### Task statement
Without the pictures, repeat all of the data exactly as it appears below.

### Data for this task
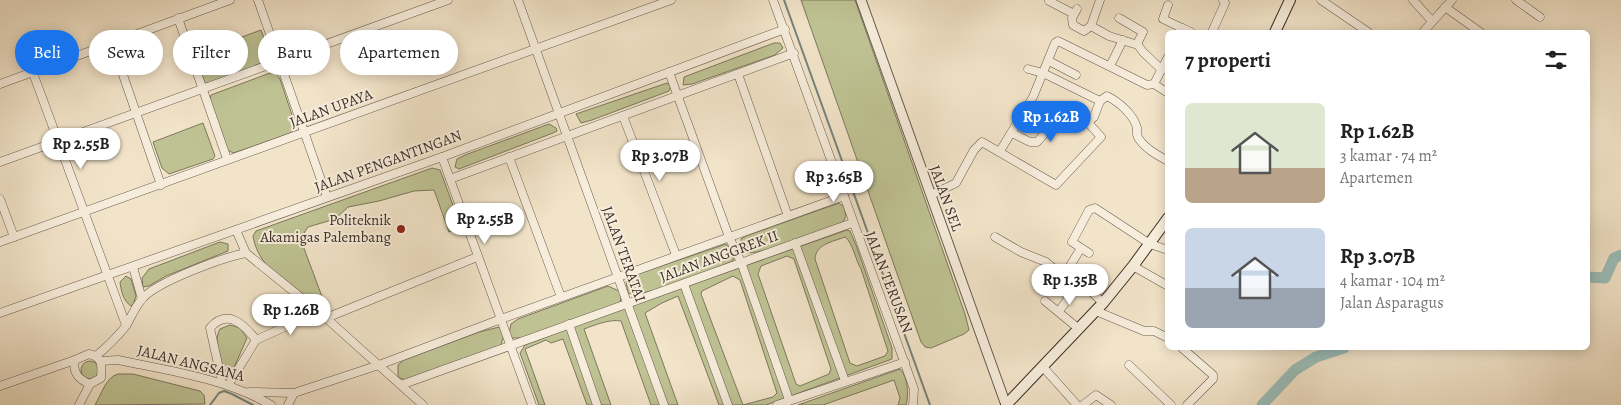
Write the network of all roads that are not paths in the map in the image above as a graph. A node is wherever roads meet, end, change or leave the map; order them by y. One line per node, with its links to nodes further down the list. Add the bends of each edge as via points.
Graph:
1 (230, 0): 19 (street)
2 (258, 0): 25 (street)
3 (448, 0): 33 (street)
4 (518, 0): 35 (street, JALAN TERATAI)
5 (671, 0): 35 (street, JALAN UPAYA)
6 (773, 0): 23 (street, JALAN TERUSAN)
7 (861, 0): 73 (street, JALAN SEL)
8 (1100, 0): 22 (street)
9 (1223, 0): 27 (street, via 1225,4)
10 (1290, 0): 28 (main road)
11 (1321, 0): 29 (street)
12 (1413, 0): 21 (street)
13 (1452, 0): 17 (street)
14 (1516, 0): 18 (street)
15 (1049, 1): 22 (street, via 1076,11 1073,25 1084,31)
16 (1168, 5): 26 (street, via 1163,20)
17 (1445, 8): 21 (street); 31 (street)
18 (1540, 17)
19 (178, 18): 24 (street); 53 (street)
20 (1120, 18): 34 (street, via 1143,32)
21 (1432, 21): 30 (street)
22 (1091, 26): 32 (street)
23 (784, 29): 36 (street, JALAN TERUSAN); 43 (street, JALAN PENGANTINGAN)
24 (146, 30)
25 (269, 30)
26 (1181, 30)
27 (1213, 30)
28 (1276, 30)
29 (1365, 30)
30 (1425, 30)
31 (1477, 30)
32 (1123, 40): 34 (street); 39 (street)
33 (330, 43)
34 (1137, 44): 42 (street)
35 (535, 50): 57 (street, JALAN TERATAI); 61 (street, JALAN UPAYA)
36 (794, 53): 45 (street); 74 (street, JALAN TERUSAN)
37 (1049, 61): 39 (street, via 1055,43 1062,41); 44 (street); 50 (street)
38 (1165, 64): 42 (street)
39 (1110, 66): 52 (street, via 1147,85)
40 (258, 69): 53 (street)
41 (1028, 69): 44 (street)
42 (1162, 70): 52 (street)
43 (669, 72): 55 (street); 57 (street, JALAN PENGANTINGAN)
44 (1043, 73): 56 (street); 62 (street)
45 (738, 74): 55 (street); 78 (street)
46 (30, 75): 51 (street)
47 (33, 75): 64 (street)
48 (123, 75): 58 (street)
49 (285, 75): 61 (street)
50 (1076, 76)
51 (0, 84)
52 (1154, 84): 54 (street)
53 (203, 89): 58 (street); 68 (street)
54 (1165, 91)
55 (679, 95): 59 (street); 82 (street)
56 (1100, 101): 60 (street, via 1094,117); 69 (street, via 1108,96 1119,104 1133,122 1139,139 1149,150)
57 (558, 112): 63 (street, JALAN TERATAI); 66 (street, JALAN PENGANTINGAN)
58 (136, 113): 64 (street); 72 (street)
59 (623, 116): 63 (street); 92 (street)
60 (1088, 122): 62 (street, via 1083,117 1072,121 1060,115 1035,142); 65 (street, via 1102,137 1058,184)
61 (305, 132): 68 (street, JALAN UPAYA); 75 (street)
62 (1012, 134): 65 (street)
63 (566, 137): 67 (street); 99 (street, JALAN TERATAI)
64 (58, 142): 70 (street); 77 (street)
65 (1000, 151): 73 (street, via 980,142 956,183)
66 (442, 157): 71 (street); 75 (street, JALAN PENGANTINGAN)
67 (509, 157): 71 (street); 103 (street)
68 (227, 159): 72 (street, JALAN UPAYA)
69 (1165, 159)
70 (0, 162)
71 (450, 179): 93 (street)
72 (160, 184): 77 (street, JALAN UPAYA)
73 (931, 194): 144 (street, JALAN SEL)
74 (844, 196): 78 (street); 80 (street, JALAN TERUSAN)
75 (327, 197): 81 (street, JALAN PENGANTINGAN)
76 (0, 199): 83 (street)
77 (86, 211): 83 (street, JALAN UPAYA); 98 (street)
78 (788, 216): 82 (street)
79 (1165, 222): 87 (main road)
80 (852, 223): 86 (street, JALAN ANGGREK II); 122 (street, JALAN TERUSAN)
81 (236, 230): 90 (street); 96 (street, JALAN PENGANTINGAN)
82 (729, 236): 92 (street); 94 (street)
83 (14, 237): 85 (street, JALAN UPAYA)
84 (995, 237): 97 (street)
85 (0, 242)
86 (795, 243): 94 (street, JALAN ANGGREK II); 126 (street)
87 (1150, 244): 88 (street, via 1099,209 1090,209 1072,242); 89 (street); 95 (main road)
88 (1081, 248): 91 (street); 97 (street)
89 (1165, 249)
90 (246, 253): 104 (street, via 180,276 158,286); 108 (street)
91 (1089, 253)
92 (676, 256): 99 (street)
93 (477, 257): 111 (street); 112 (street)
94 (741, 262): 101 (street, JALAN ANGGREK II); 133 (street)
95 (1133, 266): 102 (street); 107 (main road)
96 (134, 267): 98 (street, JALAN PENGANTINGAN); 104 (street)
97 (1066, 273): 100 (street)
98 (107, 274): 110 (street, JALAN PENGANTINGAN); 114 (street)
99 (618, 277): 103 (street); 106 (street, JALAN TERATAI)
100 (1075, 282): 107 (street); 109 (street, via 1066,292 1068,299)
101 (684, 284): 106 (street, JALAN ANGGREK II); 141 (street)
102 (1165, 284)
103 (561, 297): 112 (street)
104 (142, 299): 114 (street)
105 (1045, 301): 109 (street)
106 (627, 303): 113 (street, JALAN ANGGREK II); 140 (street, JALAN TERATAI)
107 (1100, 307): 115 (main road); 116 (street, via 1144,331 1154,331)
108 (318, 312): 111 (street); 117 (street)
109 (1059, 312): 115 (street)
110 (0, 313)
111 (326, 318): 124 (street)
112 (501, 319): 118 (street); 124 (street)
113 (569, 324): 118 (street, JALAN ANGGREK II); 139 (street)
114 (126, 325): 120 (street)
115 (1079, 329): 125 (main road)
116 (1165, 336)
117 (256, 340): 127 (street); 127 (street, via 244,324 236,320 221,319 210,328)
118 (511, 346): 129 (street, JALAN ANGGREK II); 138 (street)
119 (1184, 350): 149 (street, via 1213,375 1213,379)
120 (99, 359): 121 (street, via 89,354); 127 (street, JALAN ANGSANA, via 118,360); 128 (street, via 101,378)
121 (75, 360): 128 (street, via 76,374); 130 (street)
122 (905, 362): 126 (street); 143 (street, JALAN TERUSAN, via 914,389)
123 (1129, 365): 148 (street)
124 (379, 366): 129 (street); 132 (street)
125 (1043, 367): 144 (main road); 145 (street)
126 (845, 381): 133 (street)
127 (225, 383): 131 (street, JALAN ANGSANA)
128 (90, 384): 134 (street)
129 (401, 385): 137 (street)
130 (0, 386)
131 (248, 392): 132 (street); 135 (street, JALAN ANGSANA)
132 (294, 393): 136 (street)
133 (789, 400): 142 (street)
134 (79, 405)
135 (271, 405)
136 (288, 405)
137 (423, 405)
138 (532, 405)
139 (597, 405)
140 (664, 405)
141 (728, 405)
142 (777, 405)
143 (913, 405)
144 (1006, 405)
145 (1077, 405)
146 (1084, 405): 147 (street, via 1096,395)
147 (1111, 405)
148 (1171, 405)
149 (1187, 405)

### Result of this exercise
Write the network of all roads that are not paths in the map in the image above as a graph. A node is wherever roads meet, end, change or leave the map; order them by y. One line per node, with its links to nodes further down the list. Add the bends of each edge as via points.
Graph:
1 (230, 0): 19 (street)
2 (258, 0): 25 (street)
3 (448, 0): 33 (street)
4 (518, 0): 35 (street, JALAN TERATAI)
5 (671, 0): 35 (street, JALAN UPAYA)
6 (773, 0): 23 (street, JALAN TERUSAN)
7 (861, 0): 73 (street, JALAN SEL)
8 (1100, 0): 22 (street)
9 (1223, 0): 27 (street, via 1225,4)
10 (1290, 0): 28 (main road)
11 (1321, 0): 29 (street)
12 (1413, 0): 21 (street)
13 (1452, 0): 17 (street)
14 (1516, 0): 18 (street)
15 (1049, 1): 22 (street, via 1076,11 1073,25 1084,31)
16 (1168, 5): 26 (street, via 1163,20)
17 (1445, 8): 21 (street); 31 (street)
18 (1540, 17)
19 (178, 18): 24 (street); 53 (street)
20 (1120, 18): 34 (street, via 1143,32)
21 (1432, 21): 30 (street)
22 (1091, 26): 32 (street)
23 (784, 29): 36 (street, JALAN TERUSAN); 43 (street, JALAN PENGANTINGAN)
24 (146, 30)
25 (269, 30)
26 (1181, 30)
27 (1213, 30)
28 (1276, 30)
29 (1365, 30)
30 (1425, 30)
31 (1477, 30)
32 (1123, 40): 34 (street); 39 (street)
33 (330, 43)
34 (1137, 44): 42 (street)
35 (535, 50): 57 (street, JALAN TERATAI); 61 (street, JALAN UPAYA)
36 (794, 53): 45 (street); 74 (street, JALAN TERUSAN)
37 (1049, 61): 39 (street, via 1055,43 1062,41); 44 (street); 50 (street)
38 (1165, 64): 42 (street)
39 (1110, 66): 52 (street, via 1147,85)
40 (258, 69): 53 (street)
41 (1028, 69): 44 (street)
42 (1162, 70): 52 (street)
43 (669, 72): 55 (street); 57 (street, JALAN PENGANTINGAN)
44 (1043, 73): 56 (street); 62 (street)
45 (738, 74): 55 (street); 78 (street)
46 (30, 75): 51 (street)
47 (33, 75): 64 (street)
48 (123, 75): 58 (street)
49 (285, 75): 61 (street)
50 (1076, 76)
51 (0, 84)
52 (1154, 84): 54 (street)
53 (203, 89): 58 (street); 68 (street)
54 (1165, 91)
55 (679, 95): 59 (street); 82 (street)
56 (1100, 101): 60 (street, via 1094,117); 69 (street, via 1108,96 1119,104 1133,122 1139,139 1149,150)
57 (558, 112): 63 (street, JALAN TERATAI); 66 (street, JALAN PENGANTINGAN)
58 (136, 113): 64 (street); 72 (street)
59 (623, 116): 63 (street); 92 (street)
60 (1088, 122): 62 (street, via 1083,117 1072,121 1060,115 1035,142); 65 (street, via 1102,137 1058,184)
61 (305, 132): 68 (street, JALAN UPAYA); 75 (street)
62 (1012, 134): 65 (street)
63 (566, 137): 67 (street); 99 (street, JALAN TERATAI)
64 (58, 142): 70 (street); 77 (street)
65 (1000, 151): 73 (street, via 980,142 956,183)
66 (442, 157): 71 (street); 75 (street, JALAN PENGANTINGAN)
67 (509, 157): 71 (street); 103 (street)
68 (227, 159): 72 (street, JALAN UPAYA)
69 (1165, 159)
70 (0, 162)
71 (450, 179): 93 (street)
72 (160, 184): 77 (street, JALAN UPAYA)
73 (931, 194): 144 (street, JALAN SEL)
74 (844, 196): 78 (street); 80 (street, JALAN TERUSAN)
75 (327, 197): 81 (street, JALAN PENGANTINGAN)
76 (0, 199): 83 (street)
77 (86, 211): 83 (street, JALAN UPAYA); 98 (street)
78 (788, 216): 82 (street)
79 (1165, 222): 87 (main road)
80 (852, 223): 86 (street, JALAN ANGGREK II); 122 (street, JALAN TERUSAN)
81 (236, 230): 90 (street); 96 (street, JALAN PENGANTINGAN)
82 (729, 236): 92 (street); 94 (street)
83 (14, 237): 85 (street, JALAN UPAYA)
84 (995, 237): 97 (street)
85 (0, 242)
86 (795, 243): 94 (street, JALAN ANGGREK II); 126 (street)
87 (1150, 244): 88 (street, via 1099,209 1090,209 1072,242); 89 (street); 95 (main road)
88 (1081, 248): 91 (street); 97 (street)
89 (1165, 249)
90 (246, 253): 104 (street, via 180,276 158,286); 108 (street)
91 (1089, 253)
92 (676, 256): 99 (street)
93 (477, 257): 111 (street); 112 (street)
94 (741, 262): 101 (street, JALAN ANGGREK II); 133 (street)
95 (1133, 266): 102 (street); 107 (main road)
96 (134, 267): 98 (street, JALAN PENGANTINGAN); 104 (street)
97 (1066, 273): 100 (street)
98 (107, 274): 110 (street, JALAN PENGANTINGAN); 114 (street)
99 (618, 277): 103 (street); 106 (street, JALAN TERATAI)
100 (1075, 282): 107 (street); 109 (street, via 1066,292 1068,299)
101 (684, 284): 106 (street, JALAN ANGGREK II); 141 (street)
102 (1165, 284)
103 (561, 297): 112 (street)
104 (142, 299): 114 (street)
105 (1045, 301): 109 (street)
106 (627, 303): 113 (street, JALAN ANGGREK II); 140 (street, JALAN TERATAI)
107 (1100, 307): 115 (main road); 116 (street, via 1144,331 1154,331)
108 (318, 312): 111 (street); 117 (street)
109 (1059, 312): 115 (street)
110 (0, 313)
111 (326, 318): 124 (street)
112 (501, 319): 118 (street); 124 (street)
113 (569, 324): 118 (street, JALAN ANGGREK II); 139 (street)
114 (126, 325): 120 (street)
115 (1079, 329): 125 (main road)
116 (1165, 336)
117 (256, 340): 127 (street); 127 (street, via 244,324 236,320 221,319 210,328)
118 (511, 346): 129 (street, JALAN ANGGREK II); 138 (street)
119 (1184, 350): 149 (street, via 1213,375 1213,379)
120 (99, 359): 121 (street, via 89,354); 127 (street, JALAN ANGSANA, via 118,360); 128 (street, via 101,378)
121 (75, 360): 128 (street, via 76,374); 130 (street)
122 (905, 362): 126 (street); 143 (street, JALAN TERUSAN, via 914,389)
123 (1129, 365): 148 (street)
124 (379, 366): 129 (street); 132 (street)
125 (1043, 367): 144 (main road); 145 (street)
126 (845, 381): 133 (street)
127 (225, 383): 131 (street, JALAN ANGSANA)
128 (90, 384): 134 (street)
129 (401, 385): 137 (street)
130 (0, 386)
131 (248, 392): 132 (street); 135 (street, JALAN ANGSANA)
132 (294, 393): 136 (street)
133 (789, 400): 142 (street)
134 (79, 405)
135 (271, 405)
136 (288, 405)
137 (423, 405)
138 (532, 405)
139 (597, 405)
140 (664, 405)
141 (728, 405)
142 (777, 405)
143 (913, 405)
144 (1006, 405)
145 (1077, 405)
146 (1084, 405): 147 (street, via 1096,395)
147 (1111, 405)
148 (1171, 405)
149 (1187, 405)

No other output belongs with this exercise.